Out on the perimeter, Hughes has at least got this franchise moving in the right direction. They’re younger, quicker and deeper than last year, which is a good thing considering that they’re going to have to run around or past teams to win this season. The point guard spot has been overhauled, with Darling and Lawson-Wade replaced by Tully Bevilaqua and Danielle Robinson. Tully is the steady veteran hand, similar to Darling, but despite her advancing years a better shooter and stronger defender. Robinson is a rookie, quick and pesky with long limbs for her size. Guards like her are always hit-or-miss in this league but bringing in some youth who can develop at the point, rather than persisting with decaying vets, is definitely a positive move. Plus Hammon will of course spend plenty of time running the offense. Acquired in the Snow trade with Chicago, Jia Perkins has been a top-level shooting guard in this league in the past. She had a miserable 2010 season with the Sky, but hopefully with less pressure on her in San Antonio and a more competent coach, Perkins can return to her previous form. She’s the best player they’ve had to back up Hammon in that scoring guard role since she arrived in Texas. Scholanda Robinson and Roneeka Hodges will both get minutes at either wing spot as well, and can both be effective as role players. Robinson is a speedy penetrator, Hodges a perimeter gunner, and while neither is great both will have occasional nights where they impress.

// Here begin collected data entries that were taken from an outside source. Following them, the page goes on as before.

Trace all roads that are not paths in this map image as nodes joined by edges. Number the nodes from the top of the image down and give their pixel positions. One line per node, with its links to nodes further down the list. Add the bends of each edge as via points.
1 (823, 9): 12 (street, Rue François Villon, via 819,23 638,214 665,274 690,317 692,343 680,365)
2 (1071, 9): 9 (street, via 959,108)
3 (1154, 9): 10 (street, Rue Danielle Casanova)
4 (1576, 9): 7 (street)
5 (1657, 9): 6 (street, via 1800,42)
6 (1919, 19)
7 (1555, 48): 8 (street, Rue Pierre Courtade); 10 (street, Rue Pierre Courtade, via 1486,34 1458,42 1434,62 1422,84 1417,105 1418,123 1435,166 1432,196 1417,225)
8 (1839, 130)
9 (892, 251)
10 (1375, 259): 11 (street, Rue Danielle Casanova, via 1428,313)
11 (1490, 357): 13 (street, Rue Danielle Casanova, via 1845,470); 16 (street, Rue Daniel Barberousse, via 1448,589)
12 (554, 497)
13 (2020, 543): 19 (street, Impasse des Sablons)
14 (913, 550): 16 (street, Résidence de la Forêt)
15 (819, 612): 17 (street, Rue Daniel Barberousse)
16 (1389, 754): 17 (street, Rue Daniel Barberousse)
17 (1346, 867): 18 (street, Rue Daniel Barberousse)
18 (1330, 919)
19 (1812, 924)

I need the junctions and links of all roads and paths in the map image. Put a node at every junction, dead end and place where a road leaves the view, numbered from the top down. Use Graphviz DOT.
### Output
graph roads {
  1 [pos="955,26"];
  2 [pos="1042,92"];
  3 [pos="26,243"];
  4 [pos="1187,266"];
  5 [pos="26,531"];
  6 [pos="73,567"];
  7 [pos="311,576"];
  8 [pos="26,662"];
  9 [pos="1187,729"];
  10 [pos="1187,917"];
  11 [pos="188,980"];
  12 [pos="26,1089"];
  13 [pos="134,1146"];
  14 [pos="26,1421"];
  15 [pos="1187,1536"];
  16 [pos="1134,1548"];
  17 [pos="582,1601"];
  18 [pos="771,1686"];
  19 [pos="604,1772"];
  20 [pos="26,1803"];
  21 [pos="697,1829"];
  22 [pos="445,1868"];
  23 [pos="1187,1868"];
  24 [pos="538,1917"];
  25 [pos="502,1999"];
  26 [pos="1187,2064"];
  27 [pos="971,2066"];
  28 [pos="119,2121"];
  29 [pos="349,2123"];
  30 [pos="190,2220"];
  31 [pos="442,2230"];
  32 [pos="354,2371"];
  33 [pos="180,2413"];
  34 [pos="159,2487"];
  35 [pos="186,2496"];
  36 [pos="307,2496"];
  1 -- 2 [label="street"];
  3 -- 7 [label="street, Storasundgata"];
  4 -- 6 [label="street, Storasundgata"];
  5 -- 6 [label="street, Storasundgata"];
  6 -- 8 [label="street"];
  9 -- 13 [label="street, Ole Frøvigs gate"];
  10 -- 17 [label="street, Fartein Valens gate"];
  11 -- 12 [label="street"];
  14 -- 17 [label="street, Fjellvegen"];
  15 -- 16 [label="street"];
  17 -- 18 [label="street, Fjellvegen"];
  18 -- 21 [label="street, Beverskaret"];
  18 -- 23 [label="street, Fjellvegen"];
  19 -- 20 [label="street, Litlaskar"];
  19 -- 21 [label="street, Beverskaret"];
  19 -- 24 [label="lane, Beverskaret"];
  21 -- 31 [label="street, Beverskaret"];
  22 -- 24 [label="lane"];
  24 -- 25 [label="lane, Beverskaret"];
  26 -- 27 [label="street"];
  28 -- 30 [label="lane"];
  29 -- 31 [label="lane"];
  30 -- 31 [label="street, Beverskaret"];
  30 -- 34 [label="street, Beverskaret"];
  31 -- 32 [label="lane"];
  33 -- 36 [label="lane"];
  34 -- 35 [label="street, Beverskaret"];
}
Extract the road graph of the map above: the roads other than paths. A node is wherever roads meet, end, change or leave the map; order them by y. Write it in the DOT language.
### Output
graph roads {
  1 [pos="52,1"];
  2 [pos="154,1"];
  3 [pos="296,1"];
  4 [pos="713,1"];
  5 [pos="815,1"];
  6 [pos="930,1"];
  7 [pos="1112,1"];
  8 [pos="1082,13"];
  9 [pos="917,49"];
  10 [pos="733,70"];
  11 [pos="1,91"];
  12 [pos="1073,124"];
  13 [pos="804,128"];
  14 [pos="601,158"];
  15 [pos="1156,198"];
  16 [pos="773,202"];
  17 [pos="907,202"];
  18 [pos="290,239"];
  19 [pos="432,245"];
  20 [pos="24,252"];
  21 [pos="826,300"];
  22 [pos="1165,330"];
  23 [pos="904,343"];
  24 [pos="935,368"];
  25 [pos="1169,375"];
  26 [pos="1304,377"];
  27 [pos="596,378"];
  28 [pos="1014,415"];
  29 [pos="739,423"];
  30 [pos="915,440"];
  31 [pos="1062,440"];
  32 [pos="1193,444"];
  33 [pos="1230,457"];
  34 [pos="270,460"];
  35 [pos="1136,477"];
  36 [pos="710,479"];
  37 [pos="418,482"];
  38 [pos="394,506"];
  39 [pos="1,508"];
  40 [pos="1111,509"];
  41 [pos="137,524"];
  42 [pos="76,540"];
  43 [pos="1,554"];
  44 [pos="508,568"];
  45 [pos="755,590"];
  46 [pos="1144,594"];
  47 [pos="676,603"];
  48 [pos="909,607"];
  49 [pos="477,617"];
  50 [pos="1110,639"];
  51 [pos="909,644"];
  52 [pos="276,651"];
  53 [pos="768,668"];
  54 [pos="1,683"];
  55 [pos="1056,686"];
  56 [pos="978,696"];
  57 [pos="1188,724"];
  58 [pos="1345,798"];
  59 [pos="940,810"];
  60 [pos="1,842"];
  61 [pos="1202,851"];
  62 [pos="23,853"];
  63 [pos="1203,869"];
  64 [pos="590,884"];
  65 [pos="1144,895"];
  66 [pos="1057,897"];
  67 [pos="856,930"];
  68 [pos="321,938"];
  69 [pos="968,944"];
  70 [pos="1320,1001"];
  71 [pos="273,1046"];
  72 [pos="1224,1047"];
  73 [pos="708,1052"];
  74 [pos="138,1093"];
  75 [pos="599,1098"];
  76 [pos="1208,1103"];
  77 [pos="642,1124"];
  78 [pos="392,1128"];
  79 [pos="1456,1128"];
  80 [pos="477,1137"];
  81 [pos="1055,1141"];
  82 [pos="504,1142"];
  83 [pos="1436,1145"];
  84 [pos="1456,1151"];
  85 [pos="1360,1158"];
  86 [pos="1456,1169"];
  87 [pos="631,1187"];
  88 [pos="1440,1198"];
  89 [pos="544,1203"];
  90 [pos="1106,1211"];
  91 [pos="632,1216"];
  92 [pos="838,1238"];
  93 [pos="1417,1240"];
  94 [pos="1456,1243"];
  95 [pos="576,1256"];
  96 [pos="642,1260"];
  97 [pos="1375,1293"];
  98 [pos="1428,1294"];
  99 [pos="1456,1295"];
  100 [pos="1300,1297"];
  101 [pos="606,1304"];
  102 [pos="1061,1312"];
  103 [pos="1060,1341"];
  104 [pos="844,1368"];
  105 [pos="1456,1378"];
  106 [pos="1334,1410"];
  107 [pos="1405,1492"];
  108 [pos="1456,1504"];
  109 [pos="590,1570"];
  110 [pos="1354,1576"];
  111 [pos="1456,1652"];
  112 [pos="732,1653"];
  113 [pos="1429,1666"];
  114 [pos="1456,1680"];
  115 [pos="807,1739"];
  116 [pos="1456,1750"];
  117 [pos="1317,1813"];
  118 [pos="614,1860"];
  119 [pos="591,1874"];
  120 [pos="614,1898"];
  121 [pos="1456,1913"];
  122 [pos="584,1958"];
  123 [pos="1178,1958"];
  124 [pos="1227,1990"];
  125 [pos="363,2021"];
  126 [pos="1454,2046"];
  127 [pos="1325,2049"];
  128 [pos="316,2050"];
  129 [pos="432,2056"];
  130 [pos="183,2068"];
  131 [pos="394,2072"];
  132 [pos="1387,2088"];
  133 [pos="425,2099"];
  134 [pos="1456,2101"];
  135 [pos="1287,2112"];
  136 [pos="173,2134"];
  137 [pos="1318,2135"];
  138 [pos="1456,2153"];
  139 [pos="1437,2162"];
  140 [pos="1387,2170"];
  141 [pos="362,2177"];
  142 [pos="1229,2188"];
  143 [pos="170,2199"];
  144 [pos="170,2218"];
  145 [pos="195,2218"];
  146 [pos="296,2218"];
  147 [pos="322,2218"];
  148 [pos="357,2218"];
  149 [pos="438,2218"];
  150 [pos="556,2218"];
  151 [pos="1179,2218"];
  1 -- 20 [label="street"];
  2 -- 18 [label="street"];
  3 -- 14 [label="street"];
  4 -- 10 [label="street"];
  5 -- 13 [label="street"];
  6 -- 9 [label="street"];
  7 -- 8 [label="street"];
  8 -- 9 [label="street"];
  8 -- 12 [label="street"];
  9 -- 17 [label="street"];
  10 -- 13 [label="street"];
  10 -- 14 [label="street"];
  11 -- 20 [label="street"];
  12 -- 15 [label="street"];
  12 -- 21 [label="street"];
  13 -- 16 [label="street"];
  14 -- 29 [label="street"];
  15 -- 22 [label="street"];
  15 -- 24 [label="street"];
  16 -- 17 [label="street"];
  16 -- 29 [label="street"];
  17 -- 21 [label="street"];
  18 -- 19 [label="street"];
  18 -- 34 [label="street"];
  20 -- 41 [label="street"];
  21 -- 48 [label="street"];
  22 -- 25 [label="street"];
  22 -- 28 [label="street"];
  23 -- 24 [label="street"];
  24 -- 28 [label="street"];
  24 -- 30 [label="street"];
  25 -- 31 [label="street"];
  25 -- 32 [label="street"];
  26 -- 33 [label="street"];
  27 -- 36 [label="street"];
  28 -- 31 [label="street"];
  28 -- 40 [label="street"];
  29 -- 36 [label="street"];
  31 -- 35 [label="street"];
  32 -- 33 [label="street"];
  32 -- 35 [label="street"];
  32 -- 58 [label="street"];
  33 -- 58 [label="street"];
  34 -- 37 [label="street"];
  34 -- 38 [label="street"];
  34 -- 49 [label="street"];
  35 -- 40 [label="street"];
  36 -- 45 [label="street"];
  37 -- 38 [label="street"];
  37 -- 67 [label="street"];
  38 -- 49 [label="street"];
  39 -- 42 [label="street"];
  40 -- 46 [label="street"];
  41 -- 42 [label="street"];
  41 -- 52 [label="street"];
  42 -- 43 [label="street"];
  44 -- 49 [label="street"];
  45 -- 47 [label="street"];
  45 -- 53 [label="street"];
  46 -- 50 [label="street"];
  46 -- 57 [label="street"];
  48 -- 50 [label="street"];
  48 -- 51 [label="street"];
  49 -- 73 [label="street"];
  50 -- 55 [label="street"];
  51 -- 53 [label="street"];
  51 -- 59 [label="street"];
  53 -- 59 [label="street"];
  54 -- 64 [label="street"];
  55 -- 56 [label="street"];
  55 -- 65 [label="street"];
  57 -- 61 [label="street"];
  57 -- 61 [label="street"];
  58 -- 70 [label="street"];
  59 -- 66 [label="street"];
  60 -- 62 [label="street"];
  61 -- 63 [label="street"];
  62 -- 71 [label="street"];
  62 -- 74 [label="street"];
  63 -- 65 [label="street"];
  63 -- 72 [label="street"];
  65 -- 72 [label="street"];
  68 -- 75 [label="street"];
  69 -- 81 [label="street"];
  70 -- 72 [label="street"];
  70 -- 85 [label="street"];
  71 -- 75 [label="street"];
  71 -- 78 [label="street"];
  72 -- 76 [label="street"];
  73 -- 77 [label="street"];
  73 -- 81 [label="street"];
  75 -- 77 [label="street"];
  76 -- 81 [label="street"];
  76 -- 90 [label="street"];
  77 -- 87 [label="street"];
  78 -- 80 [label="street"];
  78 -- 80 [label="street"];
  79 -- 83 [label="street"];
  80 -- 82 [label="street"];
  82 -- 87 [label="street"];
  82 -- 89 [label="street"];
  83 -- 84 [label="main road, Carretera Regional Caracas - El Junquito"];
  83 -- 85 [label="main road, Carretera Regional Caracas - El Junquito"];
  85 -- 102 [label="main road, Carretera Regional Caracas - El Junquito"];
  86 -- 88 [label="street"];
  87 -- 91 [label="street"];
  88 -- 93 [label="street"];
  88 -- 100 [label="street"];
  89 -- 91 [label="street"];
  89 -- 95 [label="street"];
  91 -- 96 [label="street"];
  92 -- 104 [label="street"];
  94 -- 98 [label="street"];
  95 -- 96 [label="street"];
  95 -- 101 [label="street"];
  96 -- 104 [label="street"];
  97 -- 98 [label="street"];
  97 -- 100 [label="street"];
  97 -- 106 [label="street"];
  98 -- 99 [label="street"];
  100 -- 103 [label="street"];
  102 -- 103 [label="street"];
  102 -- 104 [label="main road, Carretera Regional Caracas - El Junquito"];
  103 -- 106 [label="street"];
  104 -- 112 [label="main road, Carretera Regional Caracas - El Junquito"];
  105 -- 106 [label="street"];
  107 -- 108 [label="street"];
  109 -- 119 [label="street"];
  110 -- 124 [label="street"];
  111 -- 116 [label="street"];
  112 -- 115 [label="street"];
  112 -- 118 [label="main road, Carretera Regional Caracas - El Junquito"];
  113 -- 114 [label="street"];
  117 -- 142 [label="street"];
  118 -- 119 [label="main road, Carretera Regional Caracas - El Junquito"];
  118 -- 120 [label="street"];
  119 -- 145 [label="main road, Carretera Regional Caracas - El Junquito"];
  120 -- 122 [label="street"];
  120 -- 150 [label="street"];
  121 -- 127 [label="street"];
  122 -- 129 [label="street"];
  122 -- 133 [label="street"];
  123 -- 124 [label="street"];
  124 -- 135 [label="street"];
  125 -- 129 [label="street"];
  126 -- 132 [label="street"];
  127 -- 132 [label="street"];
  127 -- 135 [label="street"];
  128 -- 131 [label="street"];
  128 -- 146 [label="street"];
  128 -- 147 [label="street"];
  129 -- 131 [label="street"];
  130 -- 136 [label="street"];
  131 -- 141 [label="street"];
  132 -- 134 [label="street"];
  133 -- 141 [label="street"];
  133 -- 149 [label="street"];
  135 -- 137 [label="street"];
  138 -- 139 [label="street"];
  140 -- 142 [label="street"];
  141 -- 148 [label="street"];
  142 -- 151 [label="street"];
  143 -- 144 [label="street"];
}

It’s an unfortunate place to be when your leading light is 34 years old, but the Silver Stars are rebuilding. They might not admit it, and they’re not afraid af signing the odd veteran to fill holes (see, Tully), but it’s true. Rebuilding the guard corps was the right way to go (they’d waited too long, in fact), but the job’s only half done. Unless Appel’s going to get healthy and show up looking like the second-coming of Ann Wauters (which is about as likely as Hammon throwing down a dunk), they’re so thin down low that teams are going to kill them on the glass. In a six-team conference where one is Tulsa and four make the postseason, San Antonio might hang around in the playoff hunt as the regular season progresses. But it’ll likely be more by default than because this team is actually good enough to have designs on winning anything. Maybe next year.